Gas carburizing involves heating a carbon steel to austenitizing temperature in the presence of a carbon-rich atmosphere. It is common to use a carrier gas, such as endothermic (“Endo”) gas along with hydrocarbon enrichment (natural gas or propane). Carbon atoms from the atmosphere diffuse into the surface of the part and create a hard case at a desired case depth along with a soft core. A proper case depth and case microstructure produce the necessary wear resistance and surface hardness needed without adversely affecting the core properties. Too much carbon within the case, however, can lead to microstructures with large or continuous carbide networks (aka carbide necklaces) leading to premature fracture in the field.

Manufacturing companies, such as Oerlikon Fairfield, use this technology. Oerlikon Fairfield does it within a large heat treat shop incorporating numerous batch and continuous furnaces running endothermic gas and operating 24/7.

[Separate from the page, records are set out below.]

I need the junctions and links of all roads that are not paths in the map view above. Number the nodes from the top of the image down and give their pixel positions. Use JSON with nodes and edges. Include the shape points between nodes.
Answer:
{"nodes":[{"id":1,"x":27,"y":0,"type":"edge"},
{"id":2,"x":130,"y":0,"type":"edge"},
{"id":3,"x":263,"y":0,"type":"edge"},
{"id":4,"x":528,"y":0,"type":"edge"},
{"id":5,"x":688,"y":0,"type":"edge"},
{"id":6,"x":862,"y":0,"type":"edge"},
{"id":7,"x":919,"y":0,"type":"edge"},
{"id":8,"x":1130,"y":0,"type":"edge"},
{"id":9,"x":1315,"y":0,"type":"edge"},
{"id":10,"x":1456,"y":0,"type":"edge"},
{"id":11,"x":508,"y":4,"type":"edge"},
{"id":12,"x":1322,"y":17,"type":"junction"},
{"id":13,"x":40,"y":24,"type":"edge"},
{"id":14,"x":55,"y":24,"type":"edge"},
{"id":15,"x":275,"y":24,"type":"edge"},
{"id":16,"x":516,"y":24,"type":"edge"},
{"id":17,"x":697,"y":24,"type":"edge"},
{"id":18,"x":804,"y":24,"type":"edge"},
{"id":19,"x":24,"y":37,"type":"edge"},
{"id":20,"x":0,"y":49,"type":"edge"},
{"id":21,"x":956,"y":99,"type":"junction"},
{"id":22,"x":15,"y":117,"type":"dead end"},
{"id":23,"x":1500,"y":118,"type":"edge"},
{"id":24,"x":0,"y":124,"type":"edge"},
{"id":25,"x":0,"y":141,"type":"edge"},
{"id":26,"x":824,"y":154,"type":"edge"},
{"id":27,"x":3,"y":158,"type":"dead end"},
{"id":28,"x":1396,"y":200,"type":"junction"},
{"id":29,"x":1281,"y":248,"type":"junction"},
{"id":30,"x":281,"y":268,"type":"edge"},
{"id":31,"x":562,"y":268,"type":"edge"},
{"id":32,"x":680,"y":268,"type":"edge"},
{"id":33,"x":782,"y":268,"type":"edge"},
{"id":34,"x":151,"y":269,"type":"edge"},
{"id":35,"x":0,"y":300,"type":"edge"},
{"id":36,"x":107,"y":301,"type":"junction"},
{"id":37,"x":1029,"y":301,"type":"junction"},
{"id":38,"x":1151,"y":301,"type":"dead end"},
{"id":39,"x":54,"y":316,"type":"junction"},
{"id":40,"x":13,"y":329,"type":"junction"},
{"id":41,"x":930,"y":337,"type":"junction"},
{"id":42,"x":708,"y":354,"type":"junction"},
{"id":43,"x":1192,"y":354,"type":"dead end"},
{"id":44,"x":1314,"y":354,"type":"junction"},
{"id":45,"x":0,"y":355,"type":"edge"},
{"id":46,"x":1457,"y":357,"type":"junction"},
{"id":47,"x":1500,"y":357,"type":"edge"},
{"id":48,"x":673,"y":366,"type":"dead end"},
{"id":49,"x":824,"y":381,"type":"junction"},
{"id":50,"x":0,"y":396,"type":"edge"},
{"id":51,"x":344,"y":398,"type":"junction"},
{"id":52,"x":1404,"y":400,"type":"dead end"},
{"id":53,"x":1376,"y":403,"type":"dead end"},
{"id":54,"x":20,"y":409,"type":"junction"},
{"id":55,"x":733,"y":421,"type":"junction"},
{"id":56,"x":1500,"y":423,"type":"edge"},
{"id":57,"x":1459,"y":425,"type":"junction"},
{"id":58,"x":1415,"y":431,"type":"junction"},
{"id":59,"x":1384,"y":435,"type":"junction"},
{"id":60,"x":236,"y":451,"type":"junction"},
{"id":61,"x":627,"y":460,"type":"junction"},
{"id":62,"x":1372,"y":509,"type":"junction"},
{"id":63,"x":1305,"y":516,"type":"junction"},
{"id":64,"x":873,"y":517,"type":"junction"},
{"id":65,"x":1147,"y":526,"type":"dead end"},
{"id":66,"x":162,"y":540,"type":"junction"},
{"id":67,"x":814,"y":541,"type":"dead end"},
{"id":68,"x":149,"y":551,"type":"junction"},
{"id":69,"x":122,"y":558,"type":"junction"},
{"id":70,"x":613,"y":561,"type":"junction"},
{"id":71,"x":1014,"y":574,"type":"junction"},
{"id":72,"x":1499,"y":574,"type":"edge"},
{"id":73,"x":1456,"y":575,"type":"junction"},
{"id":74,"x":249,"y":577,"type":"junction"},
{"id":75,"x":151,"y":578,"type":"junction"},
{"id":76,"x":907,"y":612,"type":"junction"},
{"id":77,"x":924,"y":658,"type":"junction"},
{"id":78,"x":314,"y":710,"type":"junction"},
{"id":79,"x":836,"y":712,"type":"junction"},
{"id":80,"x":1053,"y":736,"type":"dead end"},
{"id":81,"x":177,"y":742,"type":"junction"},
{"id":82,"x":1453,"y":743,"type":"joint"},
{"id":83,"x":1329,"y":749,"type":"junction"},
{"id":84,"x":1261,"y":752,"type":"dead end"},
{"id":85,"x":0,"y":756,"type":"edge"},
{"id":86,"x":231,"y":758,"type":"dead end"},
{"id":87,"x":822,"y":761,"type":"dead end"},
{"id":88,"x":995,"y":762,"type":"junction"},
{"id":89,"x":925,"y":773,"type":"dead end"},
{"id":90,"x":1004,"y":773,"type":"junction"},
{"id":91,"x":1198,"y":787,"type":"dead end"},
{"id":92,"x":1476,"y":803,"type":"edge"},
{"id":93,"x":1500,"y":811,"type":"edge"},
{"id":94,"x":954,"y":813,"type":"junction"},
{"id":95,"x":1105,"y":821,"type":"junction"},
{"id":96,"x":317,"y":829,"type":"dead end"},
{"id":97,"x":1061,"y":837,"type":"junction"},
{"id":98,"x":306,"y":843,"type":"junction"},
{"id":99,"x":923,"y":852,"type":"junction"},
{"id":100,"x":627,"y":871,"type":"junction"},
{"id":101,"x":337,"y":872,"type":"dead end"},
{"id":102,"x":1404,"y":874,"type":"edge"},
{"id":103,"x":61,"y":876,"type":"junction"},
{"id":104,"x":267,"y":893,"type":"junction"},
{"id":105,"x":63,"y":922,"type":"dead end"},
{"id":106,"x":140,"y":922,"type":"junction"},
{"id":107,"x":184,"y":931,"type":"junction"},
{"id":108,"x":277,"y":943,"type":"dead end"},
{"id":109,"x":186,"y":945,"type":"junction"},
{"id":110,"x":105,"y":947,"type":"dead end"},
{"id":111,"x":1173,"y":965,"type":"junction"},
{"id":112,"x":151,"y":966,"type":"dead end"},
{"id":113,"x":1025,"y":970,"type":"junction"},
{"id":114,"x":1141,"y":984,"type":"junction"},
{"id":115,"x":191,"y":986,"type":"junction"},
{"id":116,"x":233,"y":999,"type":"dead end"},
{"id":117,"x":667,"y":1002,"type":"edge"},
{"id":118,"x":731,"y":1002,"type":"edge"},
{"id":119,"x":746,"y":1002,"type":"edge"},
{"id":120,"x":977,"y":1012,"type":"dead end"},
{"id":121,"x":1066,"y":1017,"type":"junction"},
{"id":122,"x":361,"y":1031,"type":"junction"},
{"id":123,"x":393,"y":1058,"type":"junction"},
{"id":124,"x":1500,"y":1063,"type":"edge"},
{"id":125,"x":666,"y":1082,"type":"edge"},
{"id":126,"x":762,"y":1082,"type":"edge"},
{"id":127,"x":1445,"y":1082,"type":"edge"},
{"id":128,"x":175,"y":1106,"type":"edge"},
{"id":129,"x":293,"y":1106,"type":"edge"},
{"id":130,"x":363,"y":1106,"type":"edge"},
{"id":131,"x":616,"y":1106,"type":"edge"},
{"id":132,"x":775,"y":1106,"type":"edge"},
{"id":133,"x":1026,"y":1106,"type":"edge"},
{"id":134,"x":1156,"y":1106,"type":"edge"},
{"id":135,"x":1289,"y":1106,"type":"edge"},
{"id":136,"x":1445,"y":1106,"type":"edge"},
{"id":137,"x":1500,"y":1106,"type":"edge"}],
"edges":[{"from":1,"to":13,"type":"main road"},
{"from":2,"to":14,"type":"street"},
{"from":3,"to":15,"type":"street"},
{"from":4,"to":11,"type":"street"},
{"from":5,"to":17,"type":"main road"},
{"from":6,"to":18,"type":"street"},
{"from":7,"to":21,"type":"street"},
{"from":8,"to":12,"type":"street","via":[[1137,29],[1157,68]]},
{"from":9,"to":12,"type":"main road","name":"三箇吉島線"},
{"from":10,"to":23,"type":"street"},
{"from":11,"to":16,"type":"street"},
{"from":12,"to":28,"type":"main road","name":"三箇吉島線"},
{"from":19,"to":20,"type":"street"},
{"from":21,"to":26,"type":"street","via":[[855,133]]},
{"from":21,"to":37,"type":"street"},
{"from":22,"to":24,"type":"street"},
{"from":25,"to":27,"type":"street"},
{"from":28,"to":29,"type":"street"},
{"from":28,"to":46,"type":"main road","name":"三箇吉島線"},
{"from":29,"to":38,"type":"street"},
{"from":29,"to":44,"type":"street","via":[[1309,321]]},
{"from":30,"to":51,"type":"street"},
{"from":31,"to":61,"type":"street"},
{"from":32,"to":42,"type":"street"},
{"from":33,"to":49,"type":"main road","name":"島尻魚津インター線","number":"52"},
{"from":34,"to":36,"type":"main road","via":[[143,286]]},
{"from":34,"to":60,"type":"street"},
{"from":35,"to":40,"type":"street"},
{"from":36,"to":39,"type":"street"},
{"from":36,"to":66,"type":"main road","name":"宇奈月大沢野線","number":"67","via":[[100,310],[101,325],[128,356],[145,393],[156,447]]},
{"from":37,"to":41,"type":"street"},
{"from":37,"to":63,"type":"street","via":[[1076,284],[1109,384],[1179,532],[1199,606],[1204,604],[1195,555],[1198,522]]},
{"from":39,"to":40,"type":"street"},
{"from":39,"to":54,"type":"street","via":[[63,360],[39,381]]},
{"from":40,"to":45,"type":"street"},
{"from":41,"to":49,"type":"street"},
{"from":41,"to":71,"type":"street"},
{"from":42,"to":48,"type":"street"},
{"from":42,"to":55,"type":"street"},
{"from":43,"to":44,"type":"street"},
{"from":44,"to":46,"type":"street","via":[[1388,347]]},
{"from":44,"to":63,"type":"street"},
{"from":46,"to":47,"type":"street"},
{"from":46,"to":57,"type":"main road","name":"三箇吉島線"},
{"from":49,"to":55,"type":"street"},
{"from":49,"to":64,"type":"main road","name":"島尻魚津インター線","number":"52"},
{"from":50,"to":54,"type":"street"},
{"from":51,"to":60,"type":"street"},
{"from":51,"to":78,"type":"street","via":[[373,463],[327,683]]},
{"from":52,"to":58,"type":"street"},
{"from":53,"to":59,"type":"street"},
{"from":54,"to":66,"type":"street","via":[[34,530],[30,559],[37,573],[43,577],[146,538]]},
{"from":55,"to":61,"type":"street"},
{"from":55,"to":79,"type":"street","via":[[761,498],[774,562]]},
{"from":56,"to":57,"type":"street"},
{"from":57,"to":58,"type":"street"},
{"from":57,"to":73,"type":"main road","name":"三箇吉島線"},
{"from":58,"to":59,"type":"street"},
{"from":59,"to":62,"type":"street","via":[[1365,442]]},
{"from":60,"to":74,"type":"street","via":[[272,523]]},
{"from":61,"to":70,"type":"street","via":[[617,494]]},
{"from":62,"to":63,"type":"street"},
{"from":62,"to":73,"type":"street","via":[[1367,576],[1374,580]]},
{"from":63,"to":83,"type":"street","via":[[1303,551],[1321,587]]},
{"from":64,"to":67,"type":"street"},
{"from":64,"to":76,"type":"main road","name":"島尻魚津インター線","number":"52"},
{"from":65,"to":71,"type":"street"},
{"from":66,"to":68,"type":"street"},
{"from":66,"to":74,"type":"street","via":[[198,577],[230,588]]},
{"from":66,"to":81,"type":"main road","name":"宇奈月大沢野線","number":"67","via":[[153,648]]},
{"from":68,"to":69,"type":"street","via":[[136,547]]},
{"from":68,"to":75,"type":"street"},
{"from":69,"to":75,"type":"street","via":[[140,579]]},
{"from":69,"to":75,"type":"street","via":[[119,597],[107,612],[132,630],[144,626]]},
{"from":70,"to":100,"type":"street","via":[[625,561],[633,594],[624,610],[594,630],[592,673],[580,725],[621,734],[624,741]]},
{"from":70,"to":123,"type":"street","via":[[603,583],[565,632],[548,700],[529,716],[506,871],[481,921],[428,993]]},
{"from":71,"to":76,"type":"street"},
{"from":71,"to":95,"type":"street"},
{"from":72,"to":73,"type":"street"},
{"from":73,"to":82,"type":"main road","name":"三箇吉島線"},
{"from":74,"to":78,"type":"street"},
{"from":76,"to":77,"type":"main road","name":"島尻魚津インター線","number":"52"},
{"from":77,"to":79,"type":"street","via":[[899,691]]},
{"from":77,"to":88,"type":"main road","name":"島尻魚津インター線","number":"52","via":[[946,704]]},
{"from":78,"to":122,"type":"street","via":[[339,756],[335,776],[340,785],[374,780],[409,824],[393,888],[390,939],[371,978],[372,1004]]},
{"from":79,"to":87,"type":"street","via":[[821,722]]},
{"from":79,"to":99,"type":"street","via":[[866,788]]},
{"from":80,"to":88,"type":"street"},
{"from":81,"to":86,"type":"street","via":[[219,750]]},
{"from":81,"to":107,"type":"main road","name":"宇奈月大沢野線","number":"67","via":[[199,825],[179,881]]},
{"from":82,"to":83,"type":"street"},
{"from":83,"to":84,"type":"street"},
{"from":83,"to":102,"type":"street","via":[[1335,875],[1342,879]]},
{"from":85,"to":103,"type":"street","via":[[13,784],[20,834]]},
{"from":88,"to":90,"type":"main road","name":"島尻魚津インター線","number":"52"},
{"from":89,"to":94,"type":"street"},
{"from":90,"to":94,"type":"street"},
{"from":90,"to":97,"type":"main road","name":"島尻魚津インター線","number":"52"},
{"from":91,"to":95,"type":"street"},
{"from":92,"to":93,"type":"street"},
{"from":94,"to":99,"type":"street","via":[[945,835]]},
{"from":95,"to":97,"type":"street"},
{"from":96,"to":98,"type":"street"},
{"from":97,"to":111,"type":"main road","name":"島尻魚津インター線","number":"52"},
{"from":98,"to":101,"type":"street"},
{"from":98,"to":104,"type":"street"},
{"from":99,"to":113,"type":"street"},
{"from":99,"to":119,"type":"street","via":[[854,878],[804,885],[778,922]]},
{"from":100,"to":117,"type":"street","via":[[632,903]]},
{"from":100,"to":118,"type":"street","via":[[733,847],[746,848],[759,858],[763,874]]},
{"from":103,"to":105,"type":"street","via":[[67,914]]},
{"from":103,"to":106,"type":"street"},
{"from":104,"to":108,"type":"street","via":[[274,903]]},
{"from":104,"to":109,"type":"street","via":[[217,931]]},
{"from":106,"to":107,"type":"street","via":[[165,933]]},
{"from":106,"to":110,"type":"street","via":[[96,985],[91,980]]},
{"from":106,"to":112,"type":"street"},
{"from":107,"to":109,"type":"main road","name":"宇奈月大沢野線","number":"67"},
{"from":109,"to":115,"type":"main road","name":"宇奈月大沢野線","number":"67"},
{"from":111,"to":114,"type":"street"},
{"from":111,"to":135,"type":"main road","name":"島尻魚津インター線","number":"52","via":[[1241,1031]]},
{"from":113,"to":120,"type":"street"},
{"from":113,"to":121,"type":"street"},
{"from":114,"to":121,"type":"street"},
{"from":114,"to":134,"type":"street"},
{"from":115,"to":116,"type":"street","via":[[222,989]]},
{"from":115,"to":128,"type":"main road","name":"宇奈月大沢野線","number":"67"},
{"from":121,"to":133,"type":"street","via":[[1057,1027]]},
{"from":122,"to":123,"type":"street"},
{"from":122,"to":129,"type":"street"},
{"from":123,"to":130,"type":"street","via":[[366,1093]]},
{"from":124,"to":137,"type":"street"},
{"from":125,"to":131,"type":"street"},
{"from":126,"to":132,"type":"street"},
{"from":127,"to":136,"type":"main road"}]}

Increased Productivity Investigation

The metallurgy team at Oerlikon Fairfield decided to investigate a new process technology being offered by Heavy Carbon Co., LLC (Pittsford, Michigan) known as the Endocarb system, which claims to dramatically reduce cycle time without sacrificing product quality. This is accomplished by alternately increasing and decreasing the carbon potential within the furnace, producing parts more quickly [1] and resulting in less soot than a typical conventional gas carburizing setup. The Endocarb system differs from a conventional gas carburizing system in two important ways:

  1. The Endocarb system is the source of process gas and its control. The hardware is mounted directly on top of the furnace, simplifying gas piping and avoiding transmission issues. The close proximity also minimizes the risk of gas leaks and decreases the amount of necessary system maintenance. The system can easily be set up so that the furnace runs at reduced gas flowrates. A diagram of the Endocarb system is shown in Figure 1.
  2. The process at 925ºC can be set to run at a carbon potential of nearly 1.5 percent, which is significantly higher than conventional values (often in the range of 1.00 to 1.05 percent but certainly no higher than the limit of carbon saturation in austenite for the given process temperature. A maximum carbon potential limit is established to eliminate the likelihood for both “sooting” the furnace and forming excessive carbides, resulting in either a halt in production to clean the furnace or scrap parts. The increased carbon potential in this advanced technology also decreases the run time for the load. The carburizing time to achieve a 2.3-mm effective case in a large bull gear was decreased by nearly 18 percent. A sharper drop-off in carbon after the case can also be expected, producing a soft, ductile core.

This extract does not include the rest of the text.